This year's garden follows the farmer's advice.

This year’s garden follows the farmer’s advice.

I’m growing my own food again this year. Last year, I didn’t get it quite right. The bugs had dinner before I could. I read every book on organic farming, yet still, they ate my veggies, impervious to my reading. There were grubs, slugs, and beetles, and other things I couldn’t identify.

Every morning, I’d go out and check on the state of affairs, greeting the toad, dragon flies, butterflies and friendly spiders…The squash beetles disguised themselves as lady bugs, so I talked to them, too.

“Hello.”

“Me?” It looked surprised.  No one had ever been kind to it before.

“How’s it going today?”

“Um…” A quick look back and forth with guilt and hesitation, shifting ever so slightly to cover the hole it was chomping in my leaves. “It’s going well, thanks for asking.”
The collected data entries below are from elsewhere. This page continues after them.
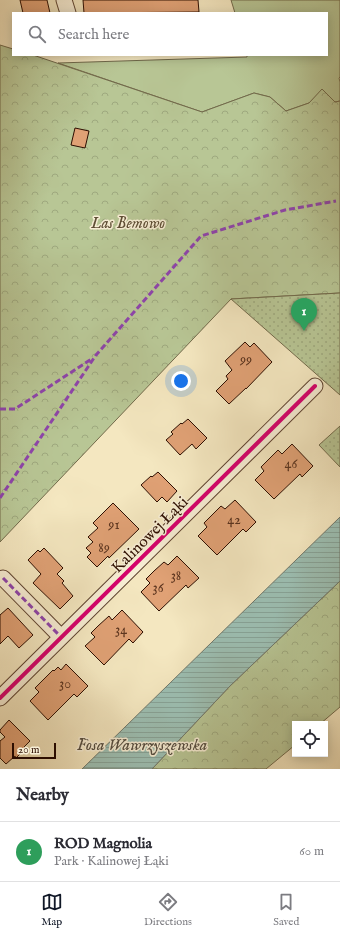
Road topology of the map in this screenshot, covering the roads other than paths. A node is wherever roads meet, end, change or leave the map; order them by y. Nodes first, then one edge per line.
1 (64, 0) edge
2 (68, 12) edge
3 (314, 386) dead end
4 (3, 578) dead end
5 (61, 637) junction
6 (0, 698) edge

1 - 2 street
3 - 5 street, Kalinowej Łąki
4 - 5 street
5 - 6 street, Kalinowej Łąki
Squash beetles are more orange than lady bugs, I learned. Bigger, too, because they eat all my vegetables. They had to go.  I trained the boy to search for them–and other beetles–and sound the alarm, “SQUASH BEETLE!”  Then, I flicked them into a container of soapy water where they could start contemplating their next life.
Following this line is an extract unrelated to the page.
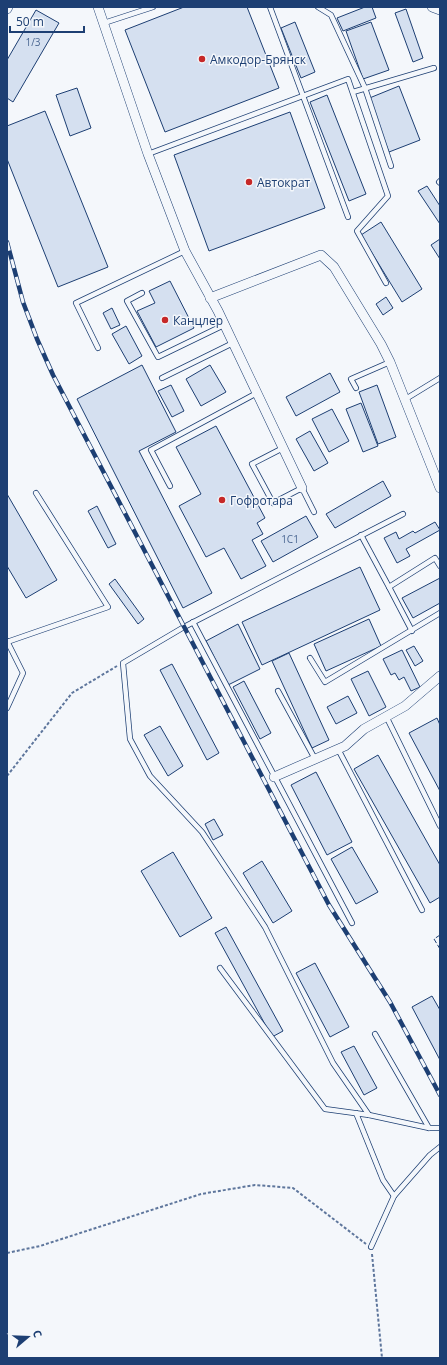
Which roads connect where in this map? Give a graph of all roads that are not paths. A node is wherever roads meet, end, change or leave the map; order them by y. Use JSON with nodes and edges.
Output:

I stop by my local farms often to buy eggs and check in. Early last year, my first rural season, my farmer started me off with me three cubic yards of manure. That’s a lot of shit. Then she gave me the next step.

“Put down some newspaper, then a layer of mulch straw between your rows. It keeps the weeds down and roots moist.” I never needed such things in my urban raised beds. They were tightly interplanted. I weeded them when the need arose, running out of room for planting quickly. I planned to plant edible borders around the property, eventually destroying the lawn for crops, too, but I got caught by my husband, The Lawn Ranger, and had to stop. I’m not permitted near his beautiful lawns. The garden is my mess.
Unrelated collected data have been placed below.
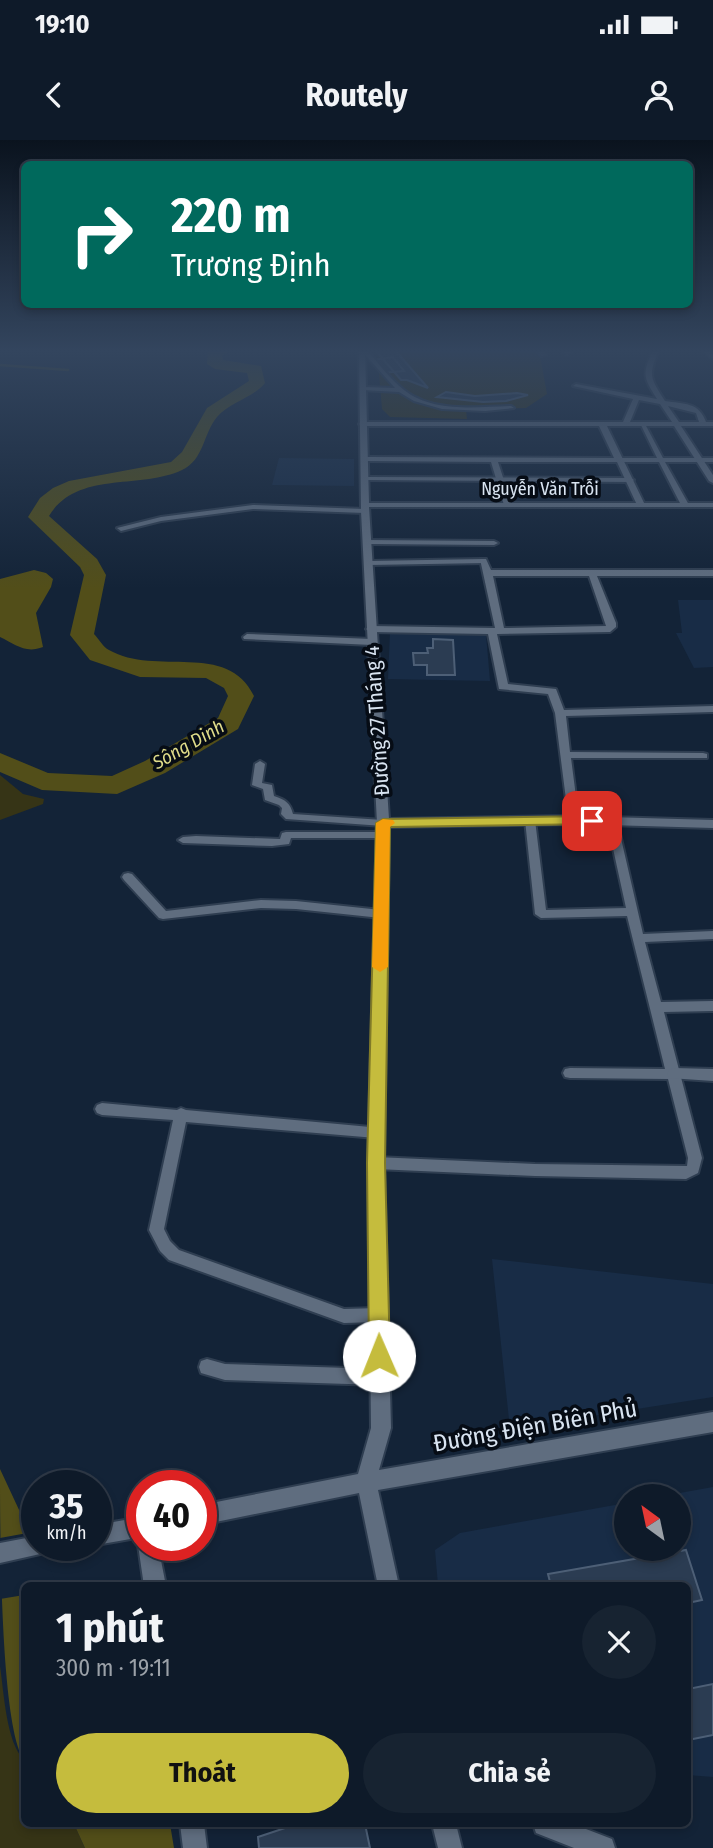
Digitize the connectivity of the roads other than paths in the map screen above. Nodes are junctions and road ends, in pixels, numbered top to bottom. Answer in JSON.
{"nodes":[{"id":1,"x":363,"y":430,"type":"edge"},
{"id":2,"x":605,"y":430,"type":"edge"},
{"id":3,"x":645,"y":430,"type":"edge"},
{"id":4,"x":681,"y":430,"type":"edge"},
{"id":5,"x":366,"y":459,"type":"junction"},
{"id":6,"x":494,"y":460,"type":"junction"},
{"id":7,"x":620,"y":460,"type":"junction"},
{"id":8,"x":661,"y":460,"type":"junction"},
{"id":9,"x":700,"y":460,"type":"junction"},
{"id":10,"x":713,"y":460,"type":"edge"},
{"id":11,"x":367,"y":479,"type":"junction"},
{"id":12,"x":500,"y":480,"type":"junction"},
{"id":13,"x":631,"y":480,"type":"junction"},
{"id":14,"x":713,"y":481,"type":"edge"},
{"id":15,"x":508,"y":505,"type":"junction"},
{"id":16,"x":641,"y":505,"type":"junction"},
{"id":17,"x":685,"y":505,"type":"junction"},
{"id":18,"x":713,"y":505,"type":"edge"},
{"id":19,"x":366,"y":508,"type":"junction"},
{"id":20,"x":121,"y":528,"type":"dead end"},
{"id":21,"x":368,"y":542,"type":"junction"},
{"id":22,"x":494,"y":543,"type":"dead end"},
{"id":23,"x":483,"y":561,"type":"joint"},
{"id":24,"x":369,"y":563,"type":"junction"},
{"id":25,"x":488,"y":573,"type":"junction"},
{"id":26,"x":592,"y":573,"type":"junction"},
{"id":27,"x":713,"y":573,"type":"edge"},
{"id":28,"x":496,"y":631,"type":"junction"},
{"id":29,"x":372,"y":635,"type":"junction"},
{"id":30,"x":247,"y":637,"type":"dead end"},
{"id":31,"x":713,"y":709,"type":"edge"},
{"id":32,"x":560,"y":713,"type":"junction"},
{"id":33,"x":566,"y":755,"type":"junction"},
{"id":34,"x":703,"y":756,"type":"dead end"},
{"id":35,"x":260,"y":764,"type":"dead end"},
{"id":36,"x":530,"y":820,"type":"junction"},
{"id":37,"x":573,"y":820,"type":"junction"},
{"id":38,"x":612,"y":821,"type":"junction"},
{"id":39,"x":713,"y":824,"type":"edge"},
{"id":40,"x":383,"y":829,"type":"junction"},
{"id":41,"x":183,"y":840,"type":"dead end"},
{"id":42,"x":128,"y":877,"type":"dead end"},
{"id":43,"x":632,"y":912,"type":"junction"},
{"id":44,"x":381,"y":914,"type":"junction"},
{"id":45,"x":713,"y":935,"type":"edge"},
{"id":46,"x":638,"y":938,"type":"junction"},
{"id":47,"x":713,"y":1006,"type":"edge"},
{"id":48,"x":656,"y":1007,"type":"junction"},
{"id":49,"x":570,"y":1073,"type":"dead end"},
{"id":50,"x":674,"y":1074,"type":"junction"},
{"id":51,"x":713,"y":1075,"type":"edge"},
{"id":52,"x":102,"y":1109,"type":"dead end"},
{"id":53,"x":181,"y":1114,"type":"junction"},
{"id":54,"x":376,"y":1132,"type":"junction"},
{"id":55,"x":376,"y":1163,"type":"junction"},
{"id":56,"x":378,"y":1315,"type":"junction"},
{"id":57,"x":207,"y":1367,"type":"dead end"},
{"id":58,"x":380,"y":1377,"type":"junction"},
{"id":59,"x":713,"y":1422,"type":"edge"},
{"id":60,"x":366,"y":1482,"type":"junction"},
{"id":61,"x":217,"y":1512,"type":"edge"},
{"id":62,"x":21,"y":1549,"type":"edge"},
{"id":63,"x":0,"y":1553,"type":"edge"},
{"id":64,"x":151,"y":1561,"type":"edge"},
{"id":65,"x":154,"y":1582,"type":"edge"},
{"id":66,"x":388,"y":1582,"type":"edge"},
{"id":67,"x":192,"y":1827,"type":"edge"},
{"id":68,"x":445,"y":1827,"type":"edge"},
{"id":69,"x":552,"y":1827,"type":"edge"},
{"id":70,"x":195,"y":1848,"type":"edge"},
{"id":71,"x":450,"y":1848,"type":"edge"},
{"id":72,"x":603,"y":1848,"type":"edge"}],
"edges":[{"from":1,"to":5,"type":"street","name":"Đường 27 Tháng 4"},
{"from":2,"to":7,"type":"street"},
{"from":3,"to":8,"type":"lane"},
{"from":4,"to":9,"type":"street"},
{"from":5,"to":6,"type":"street"},
{"from":5,"to":11,"type":"street","name":"Đường 27 Tháng 4"},
{"from":6,"to":7,"type":"street"},
{"from":6,"to":12,"type":"street"},
{"from":7,"to":8,"type":"lane"},
{"from":7,"to":13,"type":"street"},
{"from":8,"to":9,"type":"lane"},
{"from":8,"to":17,"type":"lane"},
{"from":9,"to":10,"type":"lane"},
{"from":9,"to":14,"type":"street"},
{"from":11,"to":12,"type":"lane"},
{"from":11,"to":19,"type":"street","name":"Đường 27 Tháng 4"},
{"from":12,"to":13,"type":"lane"},
{"from":12,"to":15,"type":"street"},
{"from":13,"to":16,"type":"street"},
{"from":15,"to":16,"type":"street","name":"Nguyễn Văn Trỗi"},
{"from":15,"to":19,"type":"street","name":"Nguyễn Văn Trỗi"},
{"from":16,"to":17,"type":"street","name":"Nguyễn Văn Trỗi"},
{"from":17,"to":18,"type":"street","name":"Nguyễn Văn Trỗi"},
{"from":19,"to":20,"type":"street","name":"Nguyễn Văn Trỗi"},
{"from":19,"to":21,"type":"street","name":"Đường 27 Tháng 4"},
{"from":21,"to":22,"type":"lane"},
{"from":21,"to":24,"type":"street","name":"Đường 27 Tháng 4"},
{"from":23,"to":24,"type":"lane"},
{"from":23,"to":25,"type":"street"},
{"from":24,"to":29,"type":"street","name":"Đường 27 Tháng 4"},
{"from":25,"to":26,"type":"street"},
{"from":25,"to":28,"type":"street"},
{"from":26,"to":27,"type":"street"},
{"from":26,"to":28,"type":"street"},
{"from":28,"to":29,"type":"street"},
{"from":28,"to":32,"type":"street"},
{"from":29,"to":30,"type":"lane"},
{"from":29,"to":40,"type":"street","name":"Đường 27 Tháng 4"},
{"from":31,"to":32,"type":"street"},
{"from":32,"to":33,"type":"street"},
{"from":33,"to":34,"type":"street"},
{"from":33,"to":37,"type":"street"},
{"from":35,"to":40,"type":"lane"},
{"from":36,"to":37,"type":"street"},
{"from":36,"to":40,"type":"street"},
{"from":36,"to":43,"type":"lane"},
{"from":37,"to":38,"type":"street"},
{"from":38,"to":39,"type":"street"},
{"from":38,"to":43,"type":"lane"},
{"from":40,"to":41,"type":"lane"},
{"from":40,"to":44,"type":"street","name":"Đường 27 Tháng 4"},
{"from":42,"to":44,"type":"lane"},
{"from":43,"to":46,"type":"lane"},
{"from":44,"to":54,"type":"street","name":"Đường 27 Tháng 4"},
{"from":45,"to":46,"type":"lane"},
{"from":46,"to":48,"type":"lane"},
{"from":47,"to":48,"type":"lane"},
{"from":48,"to":50,"type":"lane"},
{"from":49,"to":50,"type":"lane"},
{"from":50,"to":51,"type":"street"},
{"from":50,"to":55,"type":"lane"},
{"from":52,"to":53,"type":"lane"},
{"from":53,"to":54,"type":"lane"},
{"from":53,"to":56,"type":"lane"},
{"from":54,"to":55,"type":"street","name":"Đường 27 Tháng 4"},
{"from":55,"to":56,"type":"street","name":"Đường 27 Tháng 4"},
{"from":56,"to":58,"type":"street","name":"Đường 27 Tháng 4"},
{"from":57,"to":58,"type":"lane"},
{"from":58,"to":60,"type":"street","name":"Đường 27 Tháng 4"},
{"from":59,"to":60,"type":"street","name":"Đường Điện Biên Phủ"},
{"from":60,"to":61,"type":"street","name":"Đường Điện Biên Phủ"},
{"from":60,"to":66,"type":"street","name":"Đường 27 Tháng 4"},
{"from":62,"to":63,"type":"street"},
{"from":64,"to":65,"type":"street"},
{"from":67,"to":70,"type":"street"},
{"from":68,"to":71,"type":"street"},
{"from":69,"to":72,"type":"street"}]}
I put the straw down. I didn’t have newspaper, just news feeds on Twitter. I don’t need to kill the rainforest to be informed. It’s just bad news anyway. I ignored that half of the advice.

Funny thing about advice. A lot of people receive it, few do much with it–in everything from farming to business to life. You can’t just skip half the sentence and expect the advice to work.

Straw is a form of grass. It has seeds. The newspaper stops the seeds. Without it, I’d planted a row of seeds between my seeds. Hundreds of blades of straw grass grew in every row sentencing me to a summer of extra weeding. Fifteen-yard penalty. First down.

This year, I listened. I put a layer of bad news between each row first, hoping the root vegetables didn’t read it and get depressed. Depression stifles growth.

Now, the straw is situated, and the vegetables are growing. I’m eating them daily. I saw the first of the army of pretty little moths disguised as white butterflies. Cabbage worm moths. This year, I listened to my farmer and sprayed.

Last year she said, “If you see the worms, it’s too late. Do you think we like to spray? That we want to do all that extra work so the public can complain about chemicals? If we didn’t spray, all the plants in the world would look like yours and the world starve. Then people would complain more than they do now.”

She showed me a bottle, “It’s too late now, but next year, spray this before you see a problem. It’s organic. It’ll kill the worms.”

The farms I love are not organic farms. But they’re all natural, and they don’t mustard gas the greens.  Most small farms can’t afford organic certifications, and the paperwork’s a mile deep. Many consumers don’t understand that, though. The marketing machine’s made us want to eat clean, green, and organic. I think it’s better to know my farmer than it is to buy something tightly wrapped in five layers of plastic with a sticker that says, “organic.” Dog poop is organic, too, and I wouldn’t eat that. My farmer is cool. I’m listening better these days, and having excellent results in my salad.

My trying to eat off the land is disingenuous, though. I play farmer while the people who advise me try to scrape by on the leanest of margins. Often they can’t. My farmers are luckier than most, because there’s a great foodie community in Rhode Island resurrecting the glory of local and farm-based food, and it’s a small state. You can drive through it with one flip of the middle finger. That means vegans everywhere can get to a farmer’s market every day of the week in short order. This makes me smile.

Still, I’m trying my best to grow a portion of my produce, and improving season by season.

I wanted chickens, but in much the same way as I was forbidden from destroying the lawn, there will be no chickens now. Truly, they don’t make sense for me. I can go to the farm for eggs and talk to my farmer. Maybe next year when nobody’s looking, I’ll get a chicken or two and say, “Damn, those country robins get big…” They’ll it’ll be my little secret at omelet time.

The greens are in. I’ve started shoving extra plants wherever I find space, and I’m eating what I grow. There’s nothing like going outside, saying, “What’s for dinner?” and having nature whisper the answer.